Speaking from personal experience, implementing a 2D normalised cross-correlation is relatively efficient - although I’m yet to get ‘significant’ performance improvements over IPP - depending on the case I’m anywhere between 20% faster to 20% slower (depending on pixel format of the image/template, and size of the template). So yes, you’d likely get increases from using CUDA.

As for existing libraries that implement this, I’m not aware of any…

20% over IPP is a bit dissapointing. Have you any idea where the bottleneck is?

fyi my images are 8bit greyscale and the correlation dosn’t need to be normalised. I could in fact get away with sum of absolute differences, perhaps there is code for this as it’s a common video compression step.

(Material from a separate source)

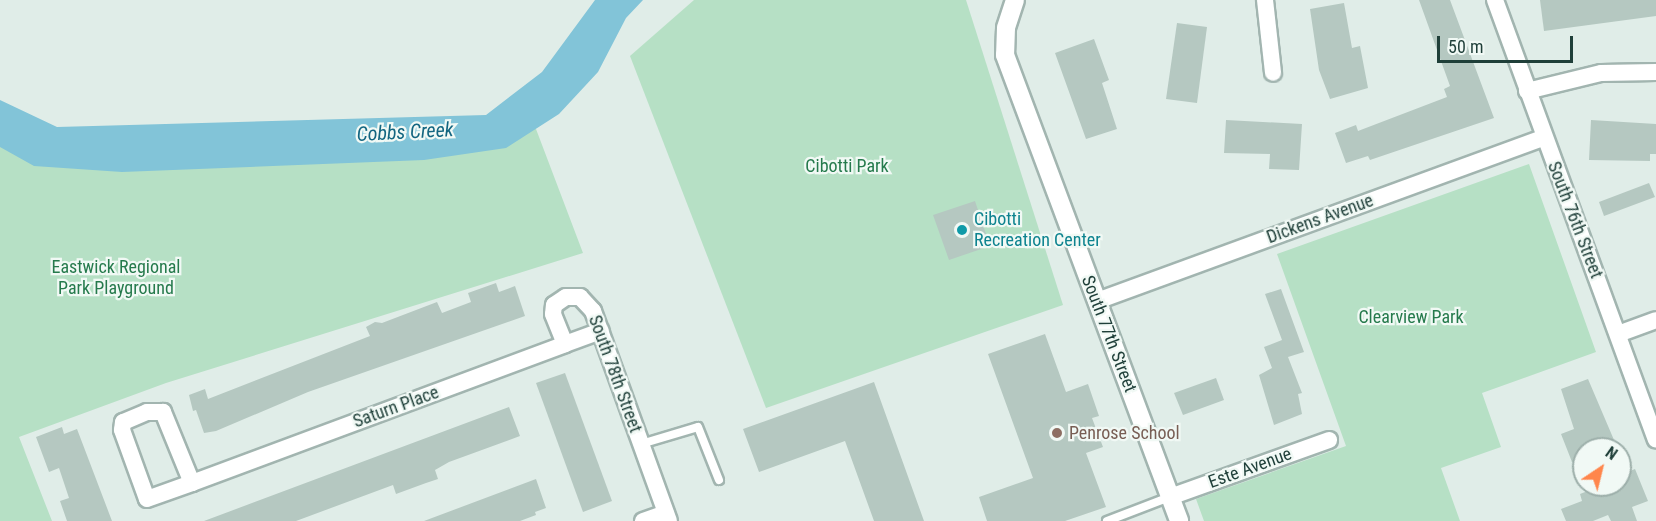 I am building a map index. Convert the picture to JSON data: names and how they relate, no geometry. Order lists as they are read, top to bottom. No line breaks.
{"streets":{"street":["Dickens Avenue","South 76th Street","South 77th Street","South 78th Street","Saturn Place","Este Avenue"]},"crossings":[["Dickens Avenue","South 76th Street"],["Dickens Avenue","South 77th Street"],["South 77th Street","Este Avenue"],["South 78th Street","Saturn Place"]],"water":["Cobbs Creek"],"parks":["Cibotti Park","Eastwick Regional Park Playground","Clearview Park"],"places":["Cibotti Recreation Center","Penrose School"],"scale_bar":"50 m","north":"top right"} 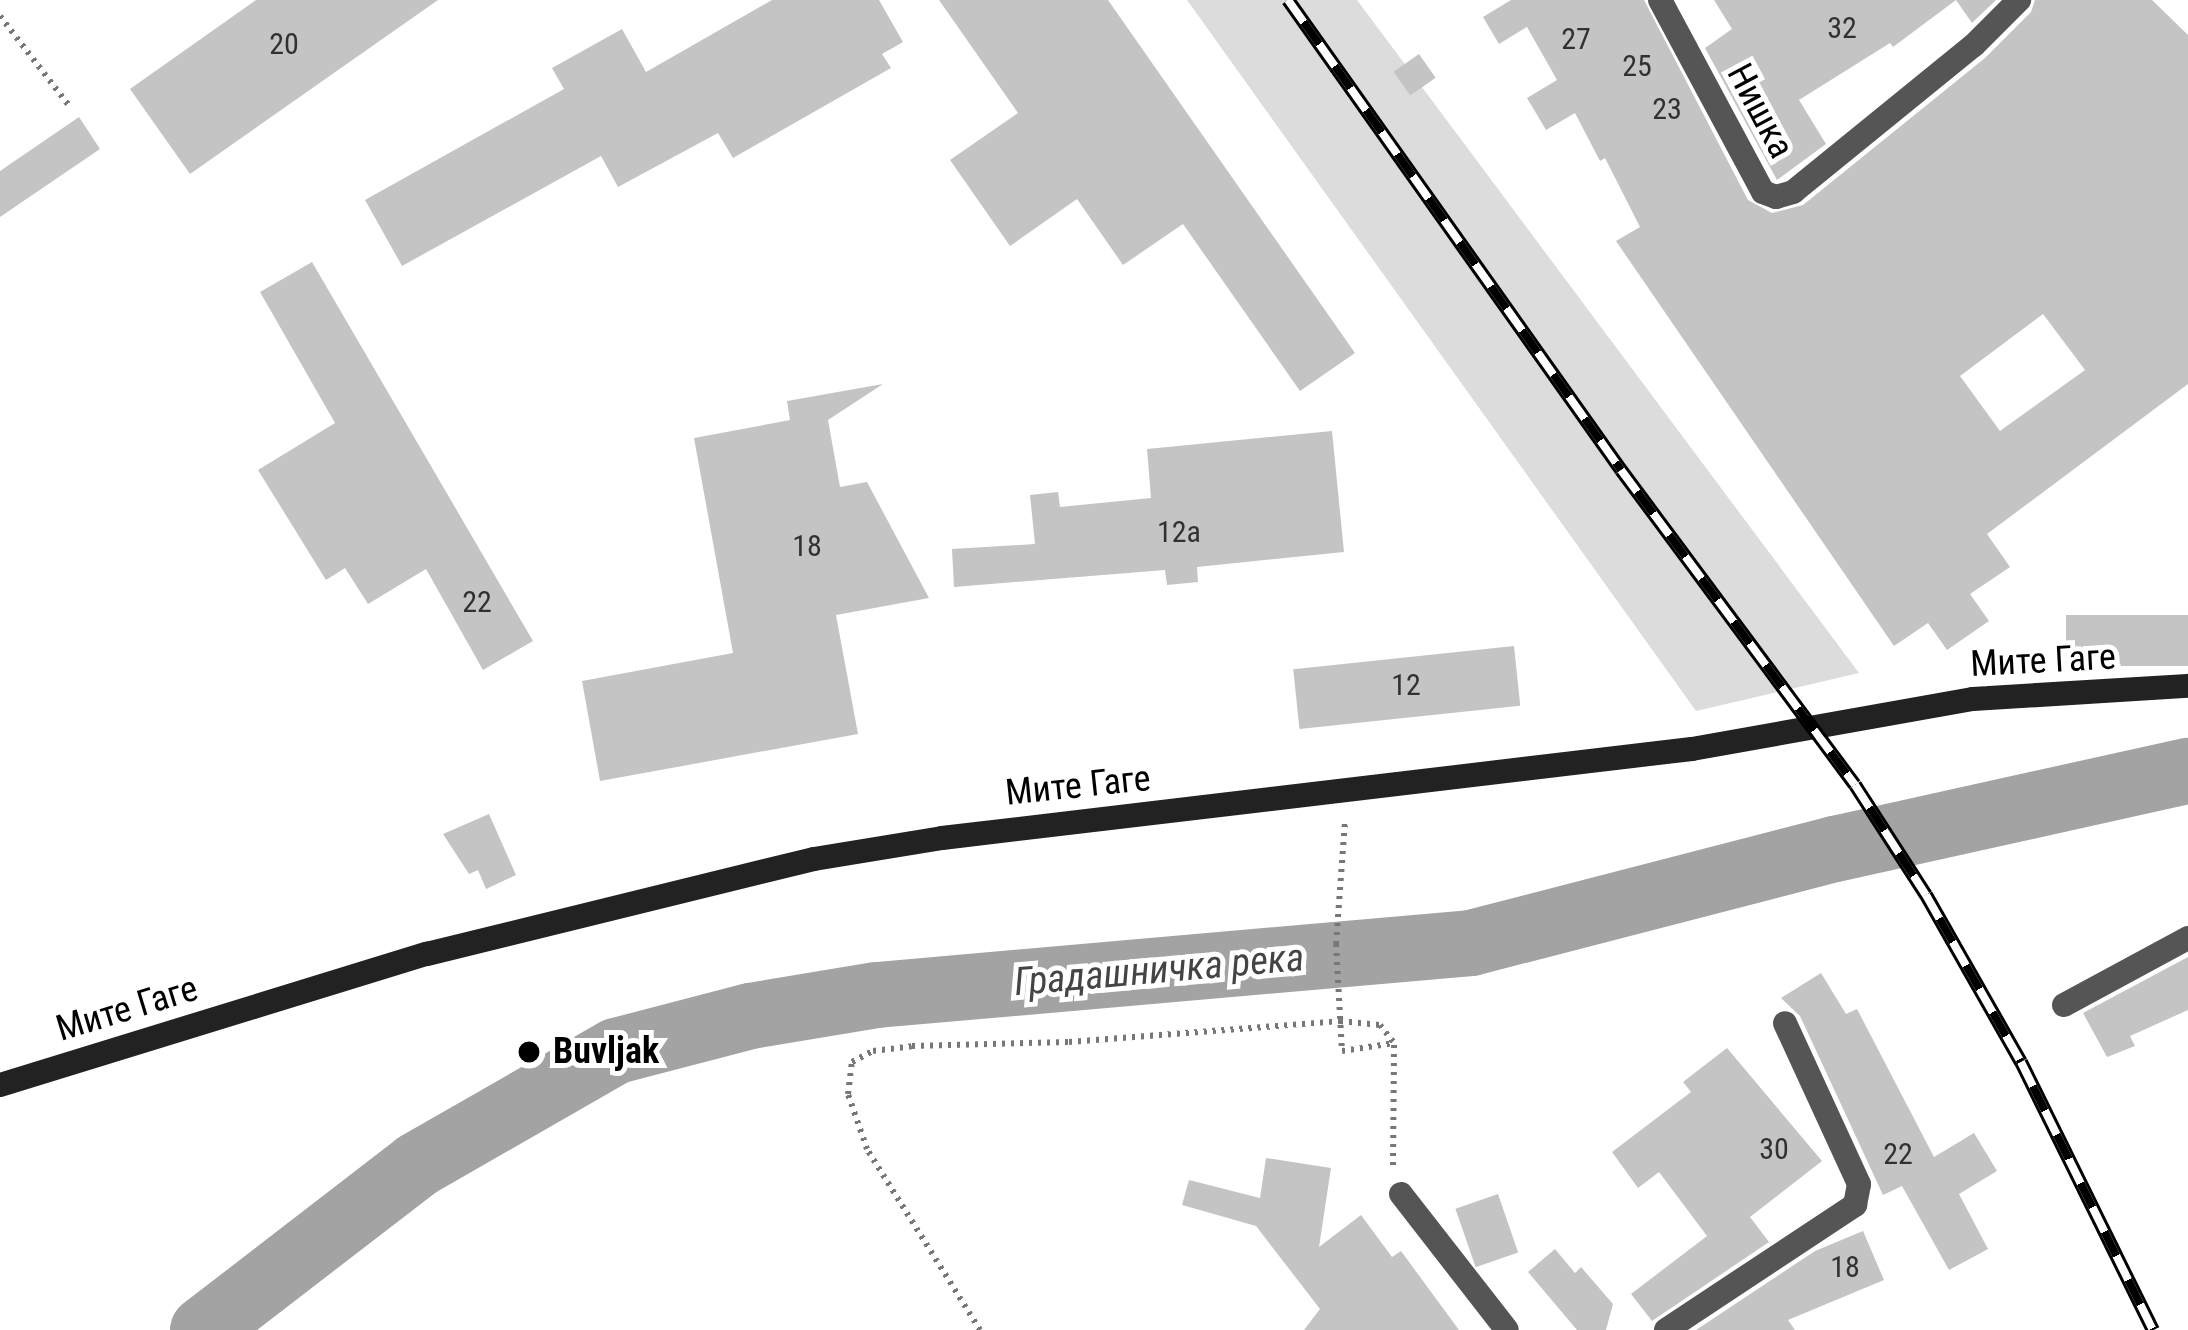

Perhaps look for another algo?
I implemented a really fast 2d correlation function with Cuda’s FFT lib.
Good old style: iFFT(FFT(image) * FFT(what your looking for))
Do normalization on phase, then search for maxima, then do a normalized traditional correlation on the result for ensuring ?

I should note, my kernels still have room for optimization - they’re currently processor bound (each thread has a loop which iterates (for my case, which is a 9x9 template against 30x30 source regions) 9*9 times).

That kernel at the moment only has 66% occupancy, and I could do more tricks to share results between threads - a) giving me more processing power to work with, and B) reducing the kernel’s instruction count up to 9 times in this case).

I’m guessing I could probably get double the speed of IPP if it were a priority for me - and far more than double the speed for larger source/template sizes - however the cross correlation in my application isn’t the largest bottleneck - thus I haven’t given it that much attention.

The typical difference between correlation using time domain and that using frequency domain is going from On^2 to On log2(n), assuming you can zero-pad your data sizes to be of size 2^k.